Extracted data entries
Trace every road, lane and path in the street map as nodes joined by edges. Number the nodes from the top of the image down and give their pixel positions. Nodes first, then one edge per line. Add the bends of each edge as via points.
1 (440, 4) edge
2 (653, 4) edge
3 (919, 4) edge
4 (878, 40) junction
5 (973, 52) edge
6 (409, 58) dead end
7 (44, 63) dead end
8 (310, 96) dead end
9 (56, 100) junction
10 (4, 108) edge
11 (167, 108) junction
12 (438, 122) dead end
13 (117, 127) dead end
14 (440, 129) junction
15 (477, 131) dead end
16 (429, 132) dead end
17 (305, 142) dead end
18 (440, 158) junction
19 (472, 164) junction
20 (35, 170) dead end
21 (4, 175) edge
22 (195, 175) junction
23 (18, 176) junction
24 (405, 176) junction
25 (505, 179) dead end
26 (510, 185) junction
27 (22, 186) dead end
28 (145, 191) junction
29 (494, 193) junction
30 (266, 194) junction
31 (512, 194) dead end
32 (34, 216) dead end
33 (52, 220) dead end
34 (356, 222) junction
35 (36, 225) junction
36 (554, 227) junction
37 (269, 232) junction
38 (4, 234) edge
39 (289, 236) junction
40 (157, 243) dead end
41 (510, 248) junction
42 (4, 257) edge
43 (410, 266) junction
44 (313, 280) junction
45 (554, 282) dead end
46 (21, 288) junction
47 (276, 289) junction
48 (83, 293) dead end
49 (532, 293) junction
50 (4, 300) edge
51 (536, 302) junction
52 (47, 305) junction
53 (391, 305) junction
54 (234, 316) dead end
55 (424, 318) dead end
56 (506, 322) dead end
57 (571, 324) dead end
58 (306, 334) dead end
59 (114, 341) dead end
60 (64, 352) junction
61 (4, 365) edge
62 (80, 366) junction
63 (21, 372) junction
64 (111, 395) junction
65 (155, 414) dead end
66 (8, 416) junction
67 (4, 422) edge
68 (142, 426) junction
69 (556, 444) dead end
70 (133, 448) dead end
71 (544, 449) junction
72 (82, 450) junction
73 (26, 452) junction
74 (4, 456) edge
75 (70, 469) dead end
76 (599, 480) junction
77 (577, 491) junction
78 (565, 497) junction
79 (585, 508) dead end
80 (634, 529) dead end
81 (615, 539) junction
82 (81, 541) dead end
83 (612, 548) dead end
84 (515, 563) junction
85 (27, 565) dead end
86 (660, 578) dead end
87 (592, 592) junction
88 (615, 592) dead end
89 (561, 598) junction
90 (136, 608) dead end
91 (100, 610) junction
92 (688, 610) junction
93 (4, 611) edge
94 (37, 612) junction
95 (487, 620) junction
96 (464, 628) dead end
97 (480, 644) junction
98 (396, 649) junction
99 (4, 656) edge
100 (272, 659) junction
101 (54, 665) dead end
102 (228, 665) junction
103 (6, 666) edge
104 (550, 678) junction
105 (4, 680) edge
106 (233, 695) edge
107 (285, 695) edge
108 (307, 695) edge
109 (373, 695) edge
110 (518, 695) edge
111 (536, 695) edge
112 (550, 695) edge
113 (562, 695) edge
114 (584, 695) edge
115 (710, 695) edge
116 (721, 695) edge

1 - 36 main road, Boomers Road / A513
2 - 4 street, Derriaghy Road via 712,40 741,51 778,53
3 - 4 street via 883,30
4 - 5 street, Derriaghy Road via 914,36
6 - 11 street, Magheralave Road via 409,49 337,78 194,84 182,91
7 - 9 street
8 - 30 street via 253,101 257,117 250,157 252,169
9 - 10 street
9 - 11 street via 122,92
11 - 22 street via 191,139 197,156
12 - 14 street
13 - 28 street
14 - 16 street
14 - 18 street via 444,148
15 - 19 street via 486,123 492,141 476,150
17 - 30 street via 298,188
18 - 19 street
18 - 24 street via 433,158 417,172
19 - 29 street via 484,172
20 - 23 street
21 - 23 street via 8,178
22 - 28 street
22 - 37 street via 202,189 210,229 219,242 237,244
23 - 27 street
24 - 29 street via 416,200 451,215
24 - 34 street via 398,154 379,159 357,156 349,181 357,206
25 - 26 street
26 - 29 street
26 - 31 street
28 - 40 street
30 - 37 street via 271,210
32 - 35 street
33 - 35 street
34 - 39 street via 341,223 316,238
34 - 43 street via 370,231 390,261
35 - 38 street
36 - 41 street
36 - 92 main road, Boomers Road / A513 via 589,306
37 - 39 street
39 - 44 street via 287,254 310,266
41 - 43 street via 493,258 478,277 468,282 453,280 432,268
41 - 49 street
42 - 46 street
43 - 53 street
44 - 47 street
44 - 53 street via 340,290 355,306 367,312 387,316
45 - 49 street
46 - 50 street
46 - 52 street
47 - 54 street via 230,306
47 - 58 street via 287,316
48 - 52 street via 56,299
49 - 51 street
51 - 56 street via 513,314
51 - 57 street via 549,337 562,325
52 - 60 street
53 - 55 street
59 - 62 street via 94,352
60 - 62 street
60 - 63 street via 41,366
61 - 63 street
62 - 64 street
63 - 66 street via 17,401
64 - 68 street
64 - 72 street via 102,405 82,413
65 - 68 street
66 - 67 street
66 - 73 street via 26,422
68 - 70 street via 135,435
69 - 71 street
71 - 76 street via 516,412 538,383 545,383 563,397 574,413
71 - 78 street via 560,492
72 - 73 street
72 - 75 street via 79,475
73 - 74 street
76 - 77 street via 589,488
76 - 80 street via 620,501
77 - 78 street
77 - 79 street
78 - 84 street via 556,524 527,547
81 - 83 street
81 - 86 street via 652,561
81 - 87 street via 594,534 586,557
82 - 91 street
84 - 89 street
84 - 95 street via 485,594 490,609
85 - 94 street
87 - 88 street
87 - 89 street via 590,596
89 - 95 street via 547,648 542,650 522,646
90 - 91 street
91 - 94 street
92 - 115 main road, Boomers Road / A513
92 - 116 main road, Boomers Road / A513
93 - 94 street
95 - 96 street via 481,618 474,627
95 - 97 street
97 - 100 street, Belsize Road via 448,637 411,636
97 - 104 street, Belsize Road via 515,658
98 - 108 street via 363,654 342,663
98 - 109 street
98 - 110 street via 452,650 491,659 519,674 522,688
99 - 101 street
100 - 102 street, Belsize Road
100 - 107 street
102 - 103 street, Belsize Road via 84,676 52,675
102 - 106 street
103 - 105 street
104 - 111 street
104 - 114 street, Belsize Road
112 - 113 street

▸ Exercise instructions: Collect every line from the records above that contains the word "Derriaghy".

▸ Task answer:
2 - 4 street, Derriaghy Road via 712,40 741,51 778,53
4 - 5 street, Derriaghy Road via 914,36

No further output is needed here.